▸ **TASK STATEMENT**
Please transcribe every entry below exactly as written.

-----

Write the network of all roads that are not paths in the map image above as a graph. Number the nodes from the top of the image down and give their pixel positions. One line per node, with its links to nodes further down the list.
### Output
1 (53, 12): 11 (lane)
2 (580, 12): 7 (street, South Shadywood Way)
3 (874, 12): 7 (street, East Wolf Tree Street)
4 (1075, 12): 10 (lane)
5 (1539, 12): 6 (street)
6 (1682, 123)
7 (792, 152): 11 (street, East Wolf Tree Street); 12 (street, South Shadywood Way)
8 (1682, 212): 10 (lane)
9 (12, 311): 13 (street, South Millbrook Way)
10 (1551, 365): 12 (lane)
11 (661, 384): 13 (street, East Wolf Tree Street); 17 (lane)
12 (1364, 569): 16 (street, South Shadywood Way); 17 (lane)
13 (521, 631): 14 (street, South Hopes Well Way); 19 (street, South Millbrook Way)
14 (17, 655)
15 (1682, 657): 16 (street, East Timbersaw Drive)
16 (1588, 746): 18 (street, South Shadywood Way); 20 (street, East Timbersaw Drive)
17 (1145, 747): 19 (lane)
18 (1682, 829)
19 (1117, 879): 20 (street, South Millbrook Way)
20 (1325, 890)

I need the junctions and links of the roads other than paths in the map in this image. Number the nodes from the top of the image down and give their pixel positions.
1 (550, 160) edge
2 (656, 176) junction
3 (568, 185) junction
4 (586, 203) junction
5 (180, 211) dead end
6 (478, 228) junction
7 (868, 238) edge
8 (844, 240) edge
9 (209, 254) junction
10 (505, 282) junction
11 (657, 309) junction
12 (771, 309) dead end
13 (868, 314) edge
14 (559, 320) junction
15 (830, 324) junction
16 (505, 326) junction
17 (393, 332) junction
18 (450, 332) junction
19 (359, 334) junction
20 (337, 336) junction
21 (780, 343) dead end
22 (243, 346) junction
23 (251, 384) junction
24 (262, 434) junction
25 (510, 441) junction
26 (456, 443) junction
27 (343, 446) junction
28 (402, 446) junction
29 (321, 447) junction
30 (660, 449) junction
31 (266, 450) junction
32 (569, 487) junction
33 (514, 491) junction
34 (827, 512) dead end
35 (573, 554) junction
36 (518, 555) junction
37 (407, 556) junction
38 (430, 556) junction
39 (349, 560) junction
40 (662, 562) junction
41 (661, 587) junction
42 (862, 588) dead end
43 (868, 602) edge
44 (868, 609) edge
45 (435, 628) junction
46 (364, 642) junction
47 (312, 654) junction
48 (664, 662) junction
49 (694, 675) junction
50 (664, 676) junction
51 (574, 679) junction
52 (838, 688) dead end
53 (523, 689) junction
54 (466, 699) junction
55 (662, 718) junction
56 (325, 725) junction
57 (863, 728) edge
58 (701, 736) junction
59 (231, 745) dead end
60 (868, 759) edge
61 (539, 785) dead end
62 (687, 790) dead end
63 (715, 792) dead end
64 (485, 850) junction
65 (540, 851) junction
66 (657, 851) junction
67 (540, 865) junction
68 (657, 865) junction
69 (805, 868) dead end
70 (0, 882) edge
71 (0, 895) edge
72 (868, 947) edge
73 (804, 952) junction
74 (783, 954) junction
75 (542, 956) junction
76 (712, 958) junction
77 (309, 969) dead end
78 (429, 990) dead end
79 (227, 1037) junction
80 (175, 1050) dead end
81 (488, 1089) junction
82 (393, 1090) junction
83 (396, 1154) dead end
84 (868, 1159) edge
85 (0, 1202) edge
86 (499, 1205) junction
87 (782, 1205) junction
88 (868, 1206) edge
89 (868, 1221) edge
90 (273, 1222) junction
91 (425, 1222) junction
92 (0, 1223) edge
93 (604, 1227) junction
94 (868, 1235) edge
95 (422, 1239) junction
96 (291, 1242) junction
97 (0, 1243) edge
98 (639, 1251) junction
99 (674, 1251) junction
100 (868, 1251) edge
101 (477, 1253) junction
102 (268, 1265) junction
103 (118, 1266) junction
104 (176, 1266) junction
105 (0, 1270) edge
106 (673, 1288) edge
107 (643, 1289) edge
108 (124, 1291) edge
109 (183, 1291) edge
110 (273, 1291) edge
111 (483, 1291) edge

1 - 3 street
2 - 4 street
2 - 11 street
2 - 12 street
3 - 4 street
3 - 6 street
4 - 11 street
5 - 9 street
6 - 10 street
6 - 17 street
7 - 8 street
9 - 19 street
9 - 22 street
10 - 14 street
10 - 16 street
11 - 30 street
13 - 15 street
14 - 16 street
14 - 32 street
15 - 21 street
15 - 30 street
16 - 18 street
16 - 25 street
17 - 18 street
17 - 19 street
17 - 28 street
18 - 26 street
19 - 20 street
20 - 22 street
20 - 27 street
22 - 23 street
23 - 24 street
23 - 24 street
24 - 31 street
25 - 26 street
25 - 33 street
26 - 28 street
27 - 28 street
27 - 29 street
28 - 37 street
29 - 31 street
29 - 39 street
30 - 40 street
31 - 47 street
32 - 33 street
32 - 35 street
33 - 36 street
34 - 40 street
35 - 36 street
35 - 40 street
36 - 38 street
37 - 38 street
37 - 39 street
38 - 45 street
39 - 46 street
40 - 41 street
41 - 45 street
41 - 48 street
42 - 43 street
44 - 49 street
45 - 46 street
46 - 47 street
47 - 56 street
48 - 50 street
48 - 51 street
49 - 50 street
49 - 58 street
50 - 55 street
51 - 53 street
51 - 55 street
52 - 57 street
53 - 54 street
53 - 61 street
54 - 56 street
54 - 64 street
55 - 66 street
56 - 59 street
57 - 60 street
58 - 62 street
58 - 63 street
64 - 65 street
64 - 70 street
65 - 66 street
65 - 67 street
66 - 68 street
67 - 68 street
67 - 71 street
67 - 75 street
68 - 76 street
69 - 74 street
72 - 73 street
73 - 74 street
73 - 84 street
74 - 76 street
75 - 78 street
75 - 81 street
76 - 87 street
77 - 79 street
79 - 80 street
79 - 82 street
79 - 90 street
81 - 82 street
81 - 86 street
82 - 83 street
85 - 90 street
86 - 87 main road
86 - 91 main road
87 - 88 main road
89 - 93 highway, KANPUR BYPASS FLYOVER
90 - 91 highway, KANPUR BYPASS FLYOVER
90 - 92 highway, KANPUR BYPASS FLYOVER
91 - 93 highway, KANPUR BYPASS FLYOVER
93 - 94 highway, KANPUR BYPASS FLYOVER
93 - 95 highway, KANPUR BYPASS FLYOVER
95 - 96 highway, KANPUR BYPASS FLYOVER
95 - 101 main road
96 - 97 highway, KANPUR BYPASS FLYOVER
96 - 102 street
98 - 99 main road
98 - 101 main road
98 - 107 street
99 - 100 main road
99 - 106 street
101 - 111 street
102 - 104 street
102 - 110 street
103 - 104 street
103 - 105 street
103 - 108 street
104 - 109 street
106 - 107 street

-----

▸ **ANSWER BELOW**
Write the network of all roads that are not paths in the map image above as a graph. Number the nodes from the top of the image down and give their pixel positions. One line per node, with its links to nodes further down the list.
### Output
1 (53, 12): 11 (lane)
2 (580, 12): 7 (street, South Shadywood Way)
3 (874, 12): 7 (street, East Wolf Tree Street)
4 (1075, 12): 10 (lane)
5 (1539, 12): 6 (street)
6 (1682, 123)
7 (792, 152): 11 (street, East Wolf Tree Street); 12 (street, South Shadywood Way)
8 (1682, 212): 10 (lane)
9 (12, 311): 13 (street, South Millbrook Way)
10 (1551, 365): 12 (lane)
11 (661, 384): 13 (street, East Wolf Tree Street); 17 (lane)
12 (1364, 569): 16 (street, South Shadywood Way); 17 (lane)
13 (521, 631): 14 (street, South Hopes Well Way); 19 (street, South Millbrook Way)
14 (17, 655)
15 (1682, 657): 16 (street, East Timbersaw Drive)
16 (1588, 746): 18 (street, South Shadywood Way); 20 (street, East Timbersaw Drive)
17 (1145, 747): 19 (lane)
18 (1682, 829)
19 (1117, 879): 20 (street, South Millbrook Way)
20 (1325, 890)

I need the junctions and links of the roads other than paths in the map in this image. Number the nodes from the top of the image down and give their pixel positions.
1 (550, 160) edge
2 (656, 176) junction
3 (568, 185) junction
4 (586, 203) junction
5 (180, 211) dead end
6 (478, 228) junction
7 (868, 238) edge
8 (844, 240) edge
9 (209, 254) junction
10 (505, 282) junction
11 (657, 309) junction
12 (771, 309) dead end
13 (868, 314) edge
14 (559, 320) junction
15 (830, 324) junction
16 (505, 326) junction
17 (393, 332) junction
18 (450, 332) junction
19 (359, 334) junction
20 (337, 336) junction
21 (780, 343) dead end
22 (243, 346) junction
23 (251, 384) junction
24 (262, 434) junction
25 (510, 441) junction
26 (456, 443) junction
27 (343, 446) junction
28 (402, 446) junction
29 (321, 447) junction
30 (660, 449) junction
31 (266, 450) junction
32 (569, 487) junction
33 (514, 491) junction
34 (827, 512) dead end
35 (573, 554) junction
36 (518, 555) junction
37 (407, 556) junction
38 (430, 556) junction
39 (349, 560) junction
40 (662, 562) junction
41 (661, 587) junction
42 (862, 588) dead end
43 (868, 602) edge
44 (868, 609) edge
45 (435, 628) junction
46 (364, 642) junction
47 (312, 654) junction
48 (664, 662) junction
49 (694, 675) junction
50 (664, 676) junction
51 (574, 679) junction
52 (838, 688) dead end
53 (523, 689) junction
54 (466, 699) junction
55 (662, 718) junction
56 (325, 725) junction
57 (863, 728) edge
58 (701, 736) junction
59 (231, 745) dead end
60 (868, 759) edge
61 (539, 785) dead end
62 (687, 790) dead end
63 (715, 792) dead end
64 (485, 850) junction
65 (540, 851) junction
66 (657, 851) junction
67 (540, 865) junction
68 (657, 865) junction
69 (805, 868) dead end
70 (0, 882) edge
71 (0, 895) edge
72 (868, 947) edge
73 (804, 952) junction
74 (783, 954) junction
75 (542, 956) junction
76 (712, 958) junction
77 (309, 969) dead end
78 (429, 990) dead end
79 (227, 1037) junction
80 (175, 1050) dead end
81 (488, 1089) junction
82 (393, 1090) junction
83 (396, 1154) dead end
84 (868, 1159) edge
85 (0, 1202) edge
86 (499, 1205) junction
87 (782, 1205) junction
88 (868, 1206) edge
89 (868, 1221) edge
90 (273, 1222) junction
91 (425, 1222) junction
92 (0, 1223) edge
93 (604, 1227) junction
94 (868, 1235) edge
95 (422, 1239) junction
96 (291, 1242) junction
97 (0, 1243) edge
98 (639, 1251) junction
99 (674, 1251) junction
100 (868, 1251) edge
101 (477, 1253) junction
102 (268, 1265) junction
103 (118, 1266) junction
104 (176, 1266) junction
105 (0, 1270) edge
106 (673, 1288) edge
107 (643, 1289) edge
108 (124, 1291) edge
109 (183, 1291) edge
110 (273, 1291) edge
111 (483, 1291) edge

1 - 3 street
2 - 4 street
2 - 11 street
2 - 12 street
3 - 4 street
3 - 6 street
4 - 11 street
5 - 9 street
6 - 10 street
6 - 17 street
7 - 8 street
9 - 19 street
9 - 22 street
10 - 14 street
10 - 16 street
11 - 30 street
13 - 15 street
14 - 16 street
14 - 32 street
15 - 21 street
15 - 30 street
16 - 18 street
16 - 25 street
17 - 18 street
17 - 19 street
17 - 28 street
18 - 26 street
19 - 20 street
20 - 22 street
20 - 27 street
22 - 23 street
23 - 24 street
23 - 24 street
24 - 31 street
25 - 26 street
25 - 33 street
26 - 28 street
27 - 28 street
27 - 29 street
28 - 37 street
29 - 31 street
29 - 39 street
30 - 40 street
31 - 47 street
32 - 33 street
32 - 35 street
33 - 36 street
34 - 40 street
35 - 36 street
35 - 40 street
36 - 38 street
37 - 38 street
37 - 39 street
38 - 45 street
39 - 46 street
40 - 41 street
41 - 45 street
41 - 48 street
42 - 43 street
44 - 49 street
45 - 46 street
46 - 47 street
47 - 56 street
48 - 50 street
48 - 51 street
49 - 50 street
49 - 58 street
50 - 55 street
51 - 53 street
51 - 55 street
52 - 57 street
53 - 54 street
53 - 61 street
54 - 56 street
54 - 64 street
55 - 66 street
56 - 59 street
57 - 60 street
58 - 62 street
58 - 63 street
64 - 65 street
64 - 70 street
65 - 66 street
65 - 67 street
66 - 68 street
67 - 68 street
67 - 71 street
67 - 75 street
68 - 76 street
69 - 74 street
72 - 73 street
73 - 74 street
73 - 84 street
74 - 76 street
75 - 78 street
75 - 81 street
76 - 87 street
77 - 79 street
79 - 80 street
79 - 82 street
79 - 90 street
81 - 82 street
81 - 86 street
82 - 83 street
85 - 90 street
86 - 87 main road
86 - 91 main road
87 - 88 main road
89 - 93 highway, KANPUR BYPASS FLYOVER
90 - 91 highway, KANPUR BYPASS FLYOVER
90 - 92 highway, KANPUR BYPASS FLYOVER
91 - 93 highway, KANPUR BYPASS FLYOVER
93 - 94 highway, KANPUR BYPASS FLYOVER
93 - 95 highway, KANPUR BYPASS FLYOVER
95 - 96 highway, KANPUR BYPASS FLYOVER
95 - 101 main road
96 - 97 highway, KANPUR BYPASS FLYOVER
96 - 102 street
98 - 99 main road
98 - 101 main road
98 - 107 street
99 - 100 main road
99 - 106 street
101 - 111 street
102 - 104 street
102 - 110 street
103 - 104 street
103 - 105 street
103 - 108 street
104 - 109 street
106 - 107 street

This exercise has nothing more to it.